As a child, the racism she experienced was overt. Today, it’s quieter.

"I’ll be at a counter and I won't be seen. I’ll be there. I'm at the front of the line, but the person working doesn't seem to notice," she said. "So I’m thinking, maybe it's because I’m short. but it happens so often it's not funny anymore, that they'll look at the person behind me and help them.

"And then other people will say, 'She was here first.' They'll point to me, but I’m in line in front of the guy, and they're talking to him and not me. It's just a strange phenomenon."

It's especially strange given her experience. She’s spent more than two decades in public policy management, much of that in law enforcement. She worked for the U.S. Department of Justice, as the director of the Community Policing Institute at Western Oregon University and as the public safety director for former Portland Mayor Tom Potter.
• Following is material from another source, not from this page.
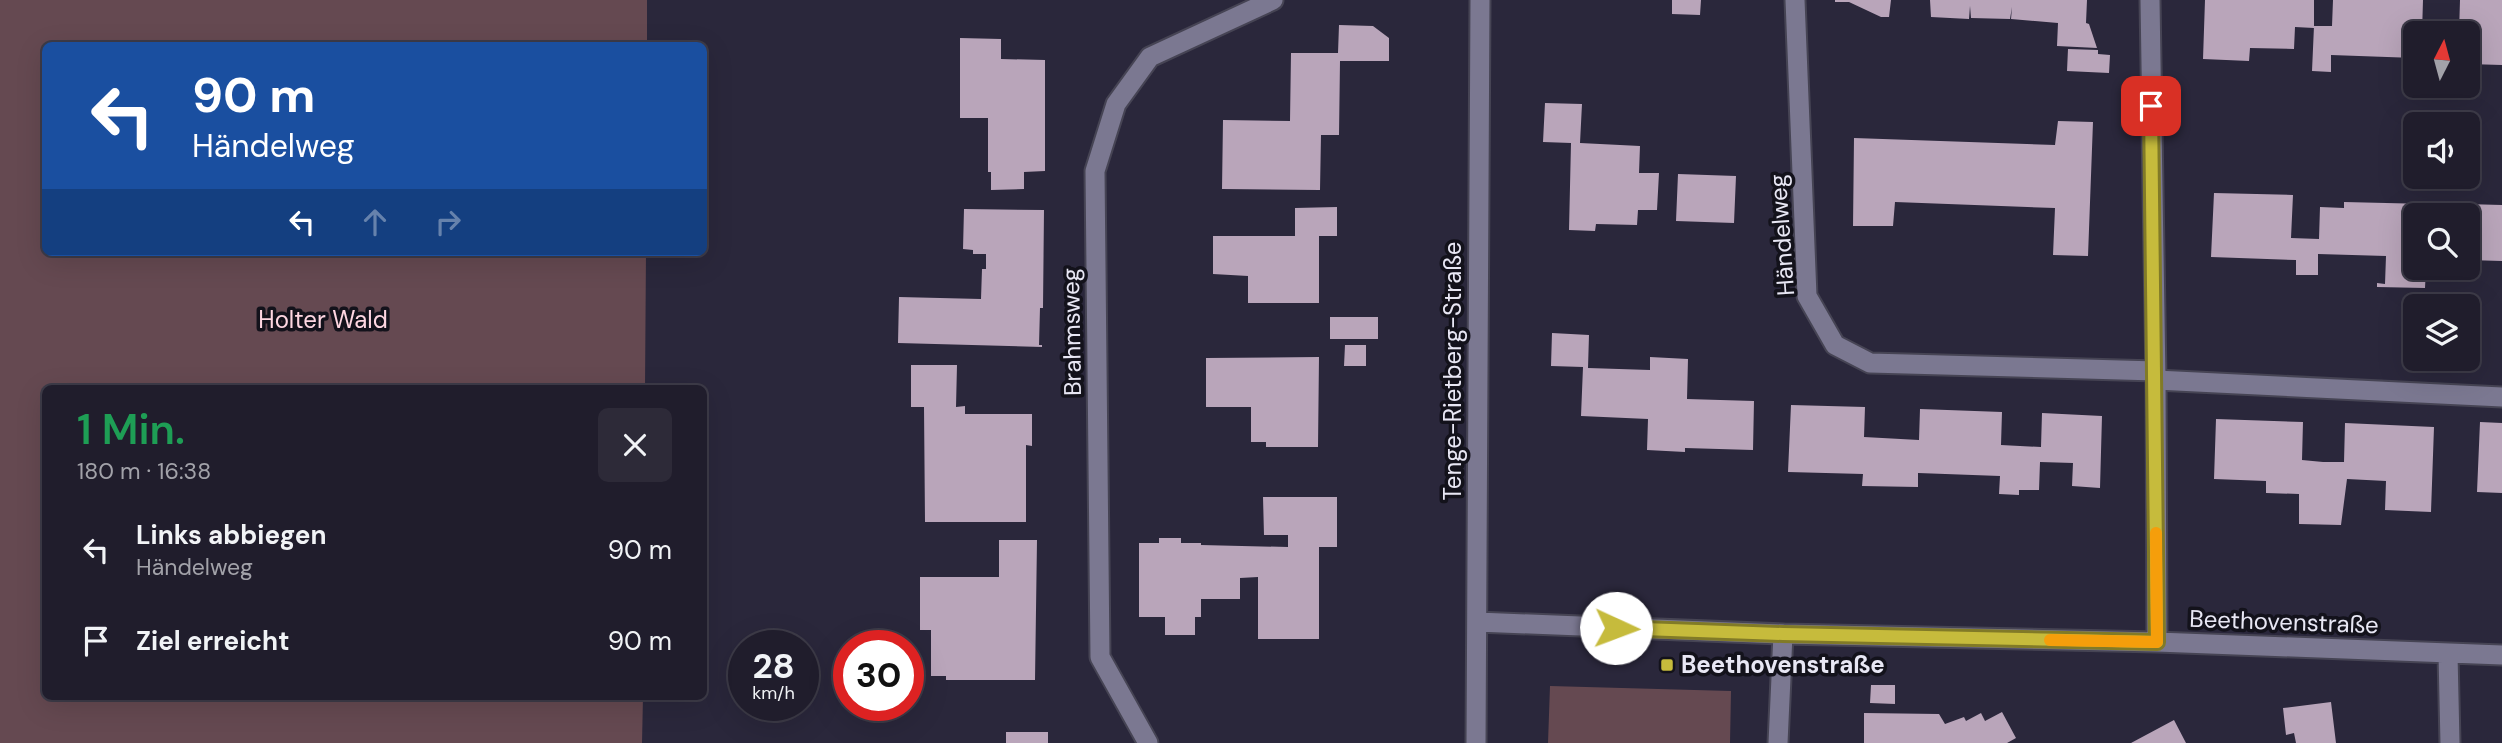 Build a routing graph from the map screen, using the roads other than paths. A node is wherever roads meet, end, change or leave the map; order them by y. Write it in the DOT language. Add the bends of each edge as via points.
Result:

"I remember walking into a room full of white people to do a talk on crime prevention and how to be safe and people would look around and go, ‘Oh, where is the cop?' Well, that would be me," she said. "And they were highly disappointed because they were expecting to see this officer with a uniform and badge, and here was this short brown woman."

"Short brown woman" is one of many things Rubio has called herself or been called over the years – none quite ideal.

"We started as Mexicans, because that's what my parents told us we were. Then we started school, and they said, ‘no you’re not Mexican, you're Mexican-American.’ Then Hispanic, then Chicano because it was the Chicano movement. It was like the black pride movement. That's where I would love to live, the Chicano stage. And then of course, Hispanic, and now Latino.

"It’s like we have to be political. We can't just be. We can't just be part of this country, can't just be American or Mexican. We have to be political," she said.

"If you don't have white skin, you cannot be just American."